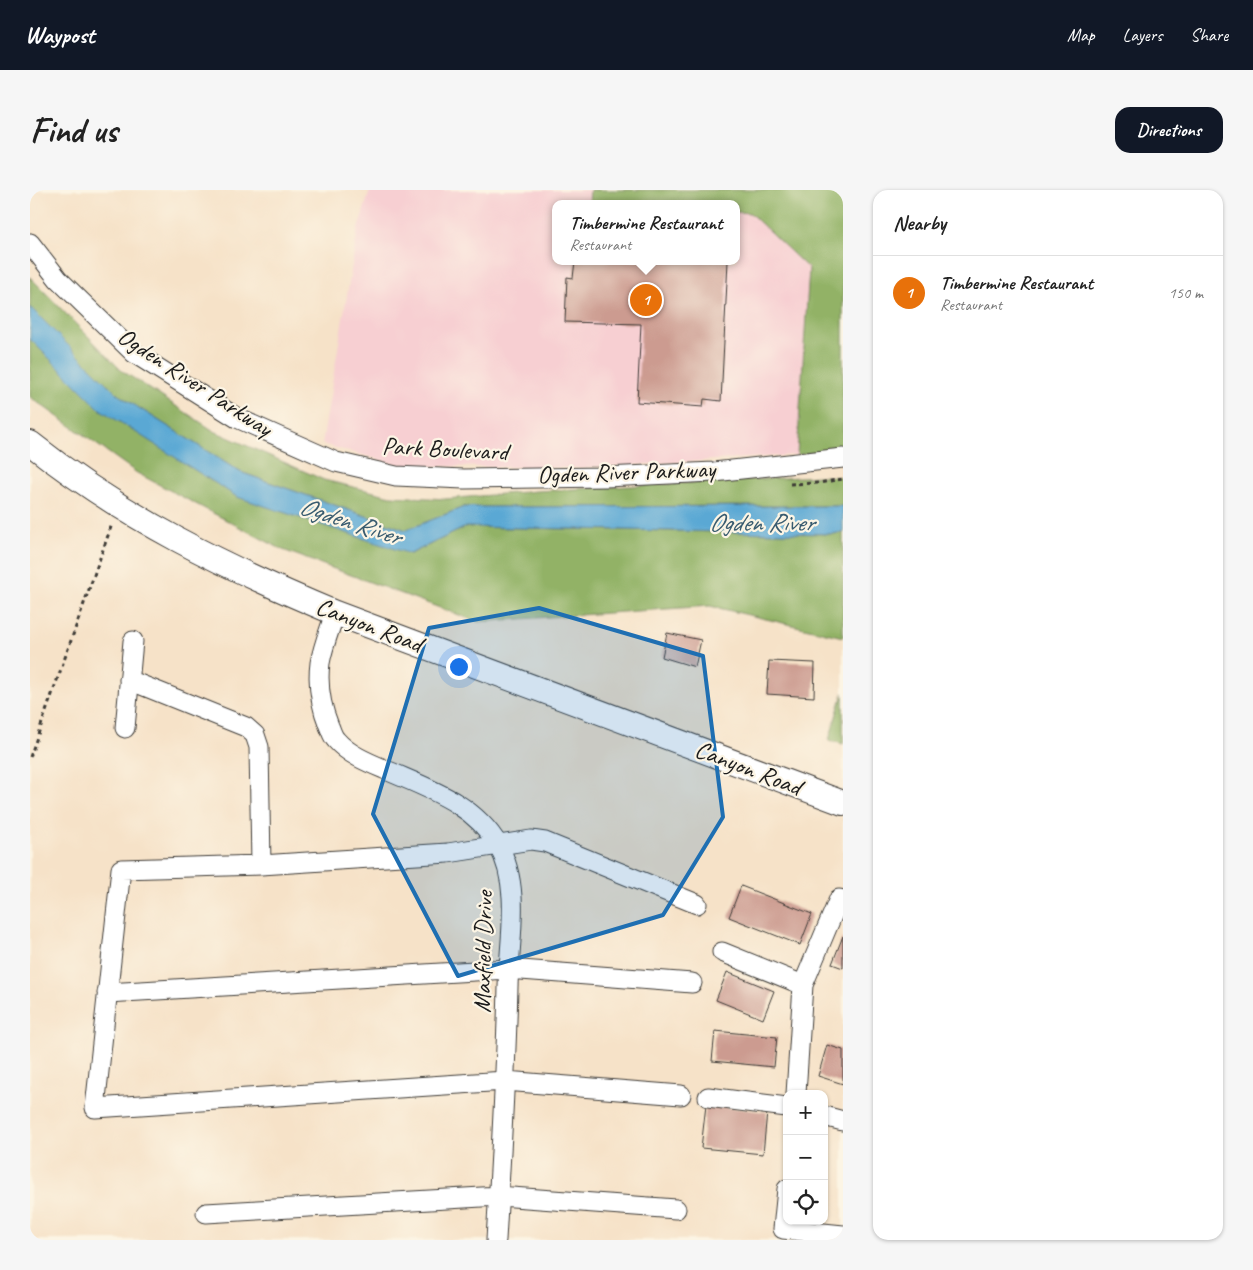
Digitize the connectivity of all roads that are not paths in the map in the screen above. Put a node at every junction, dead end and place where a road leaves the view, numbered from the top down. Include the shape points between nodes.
1 (30, 242) edge
2 (30, 443) edge
3 (843, 458) edge
4 (335, 612) junction
5 (133, 641) dead end
6 (129, 680) junction
7 (125, 728) dead end
8 (843, 803) edge
9 (498, 845) junction
10 (261, 865) junction
11 (841, 900) edge
12 (697, 904) dead end
13 (722, 952) dead end
14 (508, 969) junction
15 (692, 983) dead end
16 (803, 985) junction
17 (107, 993) junction
18 (505, 1081) junction
19 (796, 1090) edge
20 (681, 1095) dead end
21 (708, 1097) dead end
22 (783, 1106) edge
23 (828, 1117) edge
24 (843, 1121) edge
25 (498, 1196) junction
26 (676, 1209) dead end
27 (206, 1213) dead end
28 (782, 1234) edge
29 (843, 1235) edge
30 (496, 1240) edge

1 - 3 street, Park Boulevard via 58,279 134,353 237,418 336,462 396,476 464,479 714,472
2 - 4 main road, Canyon Road via 145,523 225,564
4 - 8 main road, Canyon Road
4 - 9 street, Maxfield Drive via 320,662 319,686 323,710 334,739 369,763 455,801 478,820
5 - 6 street
6 - 7 street
6 - 10 street via 246,727 255,735 259,756
9 - 10 street via 448,853
9 - 12 street via 531,840 545,842
9 - 14 street, Maxfield Drive via 512,901
10 - 17 street via 121,869
11 - 16 street
13 - 16 street
14 - 15 street
14 - 17 street
14 - 18 street, Maxfield Drive
16 - 19 street
17 - 18 street via 95,1108
18 - 20 street
18 - 25 street, Maxfield Drive
21 - 22 street
23 - 24 street
25 - 26 street
25 - 27 street
25 - 30 street, Maxfield Drive
28 - 29 street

■ **Task directions**: The listing is to be repeated exactly, with its pictures removed.

■ **Exercise result**:
Digitize the connectivity of all roads that are not paths in the map in the screen above. Put a node at every junction, dead end and place where a road leaves the view, numbered from the top down. Include the shape points between nodes.
1 (30, 242) edge
2 (30, 443) edge
3 (843, 458) edge
4 (335, 612) junction
5 (133, 641) dead end
6 (129, 680) junction
7 (125, 728) dead end
8 (843, 803) edge
9 (498, 845) junction
10 (261, 865) junction
11 (841, 900) edge
12 (697, 904) dead end
13 (722, 952) dead end
14 (508, 969) junction
15 (692, 983) dead end
16 (803, 985) junction
17 (107, 993) junction
18 (505, 1081) junction
19 (796, 1090) edge
20 (681, 1095) dead end
21 (708, 1097) dead end
22 (783, 1106) edge
23 (828, 1117) edge
24 (843, 1121) edge
25 (498, 1196) junction
26 (676, 1209) dead end
27 (206, 1213) dead end
28 (782, 1234) edge
29 (843, 1235) edge
30 (496, 1240) edge

1 - 3 street, Park Boulevard via 58,279 134,353 237,418 336,462 396,476 464,479 714,472
2 - 4 main road, Canyon Road via 145,523 225,564
4 - 8 main road, Canyon Road
4 - 9 street, Maxfield Drive via 320,662 319,686 323,710 334,739 369,763 455,801 478,820
5 - 6 street
6 - 7 street
6 - 10 street via 246,727 255,735 259,756
9 - 10 street via 448,853
9 - 12 street via 531,840 545,842
9 - 14 street, Maxfield Drive via 512,901
10 - 17 street via 121,869
11 - 16 street
13 - 16 street
14 - 15 street
14 - 17 street
14 - 18 street, Maxfield Drive
16 - 19 street
17 - 18 street via 95,1108
18 - 20 street
18 - 25 street, Maxfield Drive
21 - 22 street
23 - 24 street
25 - 26 street
25 - 27 street
25 - 30 street, Maxfield Drive
28 - 29 street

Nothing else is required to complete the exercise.